É natural levantar essa questão em junho – o mês em que o Tratado sobre Forças Nucleares de Alcance Intermediário (INF, em Inglês) celebra o trigésimo aniversário de sua aprovação. Este acordo proibiu todos os mísseis nucleares e convencionais terrestres dos EUA e da Rússia, bem como seus lançadores, com faixas de 500 a 1.000 km ou 310 a 620 milhas (curto alcance) e 1.000 a 5.500 km ou 620 a 3.420 milhas (alcance intermediário). Foi a primeira vez na história que uma classe inteira de armas foi eliminada e uma nova estrutura de verificação de conformidade foi estabelecida.
Os EUA e a Rússia acusam um ao outro pela violação. Como resultado, o tratado, visto na década de 1980 como uma grande conquista que tirou o mundo do abismo da guerra nuclear, está à beira do colapso agora. Imagine o alcance e a seriedade do problema: há oito anos não acontecem negociações para controle de armas entre as duas principais potências nucleares! O New START, outro pilar do regime de controle de armas, foi menosprezado pelo governo dos EUA três anos antes de expirar. Os planos americanos de modernização nuclear podem acabar enterrando o que resta do regime de controle de armas – problema que merece muito mais atenção do que tem recebido.

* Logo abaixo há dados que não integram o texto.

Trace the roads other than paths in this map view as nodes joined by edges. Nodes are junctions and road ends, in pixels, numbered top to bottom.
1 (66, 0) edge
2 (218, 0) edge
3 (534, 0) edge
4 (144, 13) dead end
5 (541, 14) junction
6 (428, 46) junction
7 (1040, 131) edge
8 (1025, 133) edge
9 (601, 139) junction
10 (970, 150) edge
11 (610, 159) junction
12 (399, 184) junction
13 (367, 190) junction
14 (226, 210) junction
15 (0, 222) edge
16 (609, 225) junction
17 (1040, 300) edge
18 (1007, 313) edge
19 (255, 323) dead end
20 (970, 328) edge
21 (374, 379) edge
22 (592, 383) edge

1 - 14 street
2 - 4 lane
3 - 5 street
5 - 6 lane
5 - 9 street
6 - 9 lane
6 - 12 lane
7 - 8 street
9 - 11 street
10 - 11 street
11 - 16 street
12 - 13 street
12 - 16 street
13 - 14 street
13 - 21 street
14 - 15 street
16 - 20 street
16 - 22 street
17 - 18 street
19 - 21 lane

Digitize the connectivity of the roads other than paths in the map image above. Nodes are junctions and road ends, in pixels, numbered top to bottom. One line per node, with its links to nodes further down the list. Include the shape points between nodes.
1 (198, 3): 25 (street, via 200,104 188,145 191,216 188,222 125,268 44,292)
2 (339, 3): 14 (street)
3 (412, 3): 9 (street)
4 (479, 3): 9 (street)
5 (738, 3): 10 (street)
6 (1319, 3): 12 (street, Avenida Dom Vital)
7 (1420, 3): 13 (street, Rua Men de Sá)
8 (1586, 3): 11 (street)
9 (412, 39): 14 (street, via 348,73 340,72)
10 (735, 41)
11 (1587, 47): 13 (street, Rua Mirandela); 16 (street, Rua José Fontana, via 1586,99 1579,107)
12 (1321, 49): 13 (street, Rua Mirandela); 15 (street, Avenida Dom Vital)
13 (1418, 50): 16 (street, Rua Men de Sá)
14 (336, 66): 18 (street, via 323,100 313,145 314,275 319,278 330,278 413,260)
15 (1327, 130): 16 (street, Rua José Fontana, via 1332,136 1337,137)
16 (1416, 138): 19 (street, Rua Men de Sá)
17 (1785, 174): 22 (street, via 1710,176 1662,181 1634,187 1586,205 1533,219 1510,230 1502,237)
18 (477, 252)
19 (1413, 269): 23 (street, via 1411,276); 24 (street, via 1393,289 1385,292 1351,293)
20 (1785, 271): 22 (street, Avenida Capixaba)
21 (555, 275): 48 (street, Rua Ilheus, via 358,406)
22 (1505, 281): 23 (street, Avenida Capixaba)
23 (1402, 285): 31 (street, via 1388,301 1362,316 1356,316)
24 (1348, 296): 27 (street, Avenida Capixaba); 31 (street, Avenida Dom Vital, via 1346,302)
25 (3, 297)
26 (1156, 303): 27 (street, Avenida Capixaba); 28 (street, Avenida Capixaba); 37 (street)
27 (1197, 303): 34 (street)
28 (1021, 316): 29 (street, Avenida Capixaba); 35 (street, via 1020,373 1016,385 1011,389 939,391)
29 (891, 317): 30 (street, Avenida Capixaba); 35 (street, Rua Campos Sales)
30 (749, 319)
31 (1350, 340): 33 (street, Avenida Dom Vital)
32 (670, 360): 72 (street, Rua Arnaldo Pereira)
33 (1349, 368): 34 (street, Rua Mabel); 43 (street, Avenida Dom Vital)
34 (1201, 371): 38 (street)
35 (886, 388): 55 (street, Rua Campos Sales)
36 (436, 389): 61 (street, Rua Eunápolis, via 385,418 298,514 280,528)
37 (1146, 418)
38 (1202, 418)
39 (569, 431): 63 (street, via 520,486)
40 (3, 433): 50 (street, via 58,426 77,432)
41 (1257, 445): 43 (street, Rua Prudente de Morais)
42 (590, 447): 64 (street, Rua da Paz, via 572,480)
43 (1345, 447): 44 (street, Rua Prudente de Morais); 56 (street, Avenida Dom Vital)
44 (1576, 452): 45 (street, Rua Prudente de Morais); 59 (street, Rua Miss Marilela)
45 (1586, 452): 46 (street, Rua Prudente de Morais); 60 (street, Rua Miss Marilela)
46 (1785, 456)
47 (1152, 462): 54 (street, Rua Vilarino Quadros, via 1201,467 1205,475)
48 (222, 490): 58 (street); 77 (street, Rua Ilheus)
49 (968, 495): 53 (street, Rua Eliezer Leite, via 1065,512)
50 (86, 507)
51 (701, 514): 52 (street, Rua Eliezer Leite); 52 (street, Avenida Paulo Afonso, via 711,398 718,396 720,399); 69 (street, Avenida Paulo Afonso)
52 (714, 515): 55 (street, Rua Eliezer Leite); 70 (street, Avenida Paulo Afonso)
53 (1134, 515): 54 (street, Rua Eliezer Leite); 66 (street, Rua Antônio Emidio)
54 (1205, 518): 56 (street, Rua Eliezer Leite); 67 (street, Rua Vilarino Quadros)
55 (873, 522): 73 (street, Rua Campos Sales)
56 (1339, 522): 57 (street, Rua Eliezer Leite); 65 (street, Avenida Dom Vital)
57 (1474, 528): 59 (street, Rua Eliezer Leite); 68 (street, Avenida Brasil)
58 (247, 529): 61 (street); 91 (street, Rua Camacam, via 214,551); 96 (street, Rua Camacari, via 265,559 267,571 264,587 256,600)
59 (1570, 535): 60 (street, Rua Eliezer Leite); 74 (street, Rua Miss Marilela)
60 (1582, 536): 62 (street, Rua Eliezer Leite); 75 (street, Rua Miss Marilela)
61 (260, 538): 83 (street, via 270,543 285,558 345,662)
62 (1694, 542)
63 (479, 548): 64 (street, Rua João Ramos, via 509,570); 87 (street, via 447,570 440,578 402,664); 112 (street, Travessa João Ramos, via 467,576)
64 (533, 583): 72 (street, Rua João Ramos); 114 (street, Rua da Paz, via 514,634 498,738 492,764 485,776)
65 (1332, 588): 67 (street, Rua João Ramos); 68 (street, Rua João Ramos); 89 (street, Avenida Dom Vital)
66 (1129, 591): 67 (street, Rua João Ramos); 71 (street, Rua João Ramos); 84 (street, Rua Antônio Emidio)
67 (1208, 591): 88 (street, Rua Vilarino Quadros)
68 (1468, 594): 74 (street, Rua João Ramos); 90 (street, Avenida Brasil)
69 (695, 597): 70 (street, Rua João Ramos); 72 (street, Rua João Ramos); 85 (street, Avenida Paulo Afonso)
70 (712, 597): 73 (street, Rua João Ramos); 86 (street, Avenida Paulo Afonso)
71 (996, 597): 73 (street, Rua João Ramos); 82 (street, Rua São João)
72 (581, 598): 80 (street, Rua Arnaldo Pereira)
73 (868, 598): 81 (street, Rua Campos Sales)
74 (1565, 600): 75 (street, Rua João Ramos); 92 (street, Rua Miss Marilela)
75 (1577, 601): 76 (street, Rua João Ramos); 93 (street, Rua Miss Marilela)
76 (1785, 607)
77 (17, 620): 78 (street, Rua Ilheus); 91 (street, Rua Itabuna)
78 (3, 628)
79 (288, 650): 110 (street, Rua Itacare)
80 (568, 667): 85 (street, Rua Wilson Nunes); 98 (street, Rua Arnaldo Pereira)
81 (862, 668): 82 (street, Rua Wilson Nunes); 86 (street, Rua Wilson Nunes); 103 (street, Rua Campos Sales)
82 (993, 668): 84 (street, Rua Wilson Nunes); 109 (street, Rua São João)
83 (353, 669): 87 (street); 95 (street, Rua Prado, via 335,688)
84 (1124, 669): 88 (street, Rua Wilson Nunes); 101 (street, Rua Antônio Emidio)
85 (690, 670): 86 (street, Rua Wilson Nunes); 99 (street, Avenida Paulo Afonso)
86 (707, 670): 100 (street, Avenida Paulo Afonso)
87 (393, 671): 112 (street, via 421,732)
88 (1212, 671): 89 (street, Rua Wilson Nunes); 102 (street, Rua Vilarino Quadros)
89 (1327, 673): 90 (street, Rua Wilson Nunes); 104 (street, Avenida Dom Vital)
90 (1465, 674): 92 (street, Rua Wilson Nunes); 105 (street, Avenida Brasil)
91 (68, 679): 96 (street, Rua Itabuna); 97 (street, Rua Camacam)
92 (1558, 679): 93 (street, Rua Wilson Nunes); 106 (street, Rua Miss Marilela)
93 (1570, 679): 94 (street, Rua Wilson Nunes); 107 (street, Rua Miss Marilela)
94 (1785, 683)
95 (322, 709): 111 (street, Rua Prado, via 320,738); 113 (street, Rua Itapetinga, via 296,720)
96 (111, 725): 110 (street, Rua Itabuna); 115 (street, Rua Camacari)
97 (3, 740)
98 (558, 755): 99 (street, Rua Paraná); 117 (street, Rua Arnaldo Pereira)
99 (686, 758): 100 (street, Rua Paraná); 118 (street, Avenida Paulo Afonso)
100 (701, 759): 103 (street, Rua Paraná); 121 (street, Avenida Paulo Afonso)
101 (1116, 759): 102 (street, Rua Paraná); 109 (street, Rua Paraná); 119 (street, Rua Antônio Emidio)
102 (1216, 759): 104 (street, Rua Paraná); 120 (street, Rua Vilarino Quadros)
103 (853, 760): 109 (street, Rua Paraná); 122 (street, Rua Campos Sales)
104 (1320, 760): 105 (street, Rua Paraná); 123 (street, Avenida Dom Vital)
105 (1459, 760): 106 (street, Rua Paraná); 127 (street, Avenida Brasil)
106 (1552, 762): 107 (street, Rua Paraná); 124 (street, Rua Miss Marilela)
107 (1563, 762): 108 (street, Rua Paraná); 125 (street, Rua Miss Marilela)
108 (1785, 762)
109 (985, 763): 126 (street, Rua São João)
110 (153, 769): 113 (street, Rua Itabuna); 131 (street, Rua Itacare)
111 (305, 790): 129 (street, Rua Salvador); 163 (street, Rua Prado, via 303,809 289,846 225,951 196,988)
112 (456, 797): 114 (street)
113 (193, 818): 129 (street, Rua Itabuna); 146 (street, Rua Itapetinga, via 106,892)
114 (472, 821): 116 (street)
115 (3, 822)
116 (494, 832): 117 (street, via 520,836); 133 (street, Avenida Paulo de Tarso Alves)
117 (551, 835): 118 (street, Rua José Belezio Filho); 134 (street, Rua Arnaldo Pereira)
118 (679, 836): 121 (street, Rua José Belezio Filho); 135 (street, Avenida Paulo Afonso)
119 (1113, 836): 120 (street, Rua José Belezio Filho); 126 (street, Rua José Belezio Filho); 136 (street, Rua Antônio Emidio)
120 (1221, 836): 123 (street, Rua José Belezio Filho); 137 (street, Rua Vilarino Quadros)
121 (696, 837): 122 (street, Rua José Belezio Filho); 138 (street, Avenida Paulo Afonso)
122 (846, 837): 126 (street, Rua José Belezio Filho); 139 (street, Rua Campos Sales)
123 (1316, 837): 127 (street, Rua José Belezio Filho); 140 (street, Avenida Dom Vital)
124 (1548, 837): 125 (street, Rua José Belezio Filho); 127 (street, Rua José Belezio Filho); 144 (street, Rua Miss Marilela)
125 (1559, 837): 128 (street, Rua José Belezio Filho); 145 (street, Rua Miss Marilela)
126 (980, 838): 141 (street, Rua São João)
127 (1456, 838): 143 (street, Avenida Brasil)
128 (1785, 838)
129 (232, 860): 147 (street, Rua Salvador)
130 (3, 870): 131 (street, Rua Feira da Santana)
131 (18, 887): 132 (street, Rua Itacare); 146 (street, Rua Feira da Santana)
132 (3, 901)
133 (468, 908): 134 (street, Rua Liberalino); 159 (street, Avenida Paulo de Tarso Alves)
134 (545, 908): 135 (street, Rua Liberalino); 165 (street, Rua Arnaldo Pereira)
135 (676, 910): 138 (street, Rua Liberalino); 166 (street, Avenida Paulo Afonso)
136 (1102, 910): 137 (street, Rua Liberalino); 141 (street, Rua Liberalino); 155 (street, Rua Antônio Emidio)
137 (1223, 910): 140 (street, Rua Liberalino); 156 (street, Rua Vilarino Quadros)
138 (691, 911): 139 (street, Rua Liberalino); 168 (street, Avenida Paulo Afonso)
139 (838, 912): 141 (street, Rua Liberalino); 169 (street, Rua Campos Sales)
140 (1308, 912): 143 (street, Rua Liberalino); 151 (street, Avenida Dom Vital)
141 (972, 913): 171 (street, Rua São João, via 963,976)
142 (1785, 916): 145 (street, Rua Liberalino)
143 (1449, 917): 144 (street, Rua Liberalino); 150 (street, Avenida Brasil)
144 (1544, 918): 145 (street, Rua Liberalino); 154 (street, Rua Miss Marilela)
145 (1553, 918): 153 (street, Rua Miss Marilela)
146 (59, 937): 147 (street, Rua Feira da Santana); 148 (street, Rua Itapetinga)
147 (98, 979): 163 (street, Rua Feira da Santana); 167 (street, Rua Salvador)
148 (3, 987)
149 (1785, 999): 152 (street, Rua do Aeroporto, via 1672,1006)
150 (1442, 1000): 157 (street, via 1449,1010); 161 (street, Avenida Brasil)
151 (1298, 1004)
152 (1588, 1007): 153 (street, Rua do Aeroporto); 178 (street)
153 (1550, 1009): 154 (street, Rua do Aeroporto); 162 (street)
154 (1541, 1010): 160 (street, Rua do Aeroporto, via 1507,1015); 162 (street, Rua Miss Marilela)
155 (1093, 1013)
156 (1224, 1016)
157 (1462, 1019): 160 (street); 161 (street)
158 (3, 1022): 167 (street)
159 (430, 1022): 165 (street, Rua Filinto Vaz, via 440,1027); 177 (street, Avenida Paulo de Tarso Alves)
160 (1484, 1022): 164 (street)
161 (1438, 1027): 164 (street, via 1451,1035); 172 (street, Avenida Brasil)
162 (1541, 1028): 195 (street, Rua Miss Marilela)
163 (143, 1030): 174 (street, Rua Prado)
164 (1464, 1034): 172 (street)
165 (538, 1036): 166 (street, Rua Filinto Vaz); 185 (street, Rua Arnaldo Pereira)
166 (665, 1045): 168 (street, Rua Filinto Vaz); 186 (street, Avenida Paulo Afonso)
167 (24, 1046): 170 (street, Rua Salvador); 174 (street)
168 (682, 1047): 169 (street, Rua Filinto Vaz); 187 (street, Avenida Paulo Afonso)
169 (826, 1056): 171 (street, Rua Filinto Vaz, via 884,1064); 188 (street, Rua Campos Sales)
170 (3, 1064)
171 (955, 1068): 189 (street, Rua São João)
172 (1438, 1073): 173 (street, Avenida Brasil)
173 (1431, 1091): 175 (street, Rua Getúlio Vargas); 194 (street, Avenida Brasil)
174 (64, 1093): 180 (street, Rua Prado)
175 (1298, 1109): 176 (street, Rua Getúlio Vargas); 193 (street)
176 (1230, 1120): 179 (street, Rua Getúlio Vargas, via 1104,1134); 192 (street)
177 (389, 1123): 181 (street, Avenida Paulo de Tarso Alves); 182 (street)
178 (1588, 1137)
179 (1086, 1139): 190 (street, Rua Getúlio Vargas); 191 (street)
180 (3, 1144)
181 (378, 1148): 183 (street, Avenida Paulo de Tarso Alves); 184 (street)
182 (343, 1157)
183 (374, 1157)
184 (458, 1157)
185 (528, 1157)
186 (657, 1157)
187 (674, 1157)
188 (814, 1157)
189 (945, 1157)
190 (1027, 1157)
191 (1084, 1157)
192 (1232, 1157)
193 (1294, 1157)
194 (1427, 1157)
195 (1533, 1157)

As acusações dos Estados Unidos se resumem principalmente ao suposto teste da Rússia com o Iskander, um míssil de cruzeiro disparado de plataformas de lançamento, com um alcance que viola as disposições do tratado. Moscou rejeita essa afirmação. Afinal, foi ou não comprovado? É preciso ser imparcial, mas os EUA nunca apresentaram nenhuma evidência, pelo menos nada disponível em fontes abertas que sustente as declarações.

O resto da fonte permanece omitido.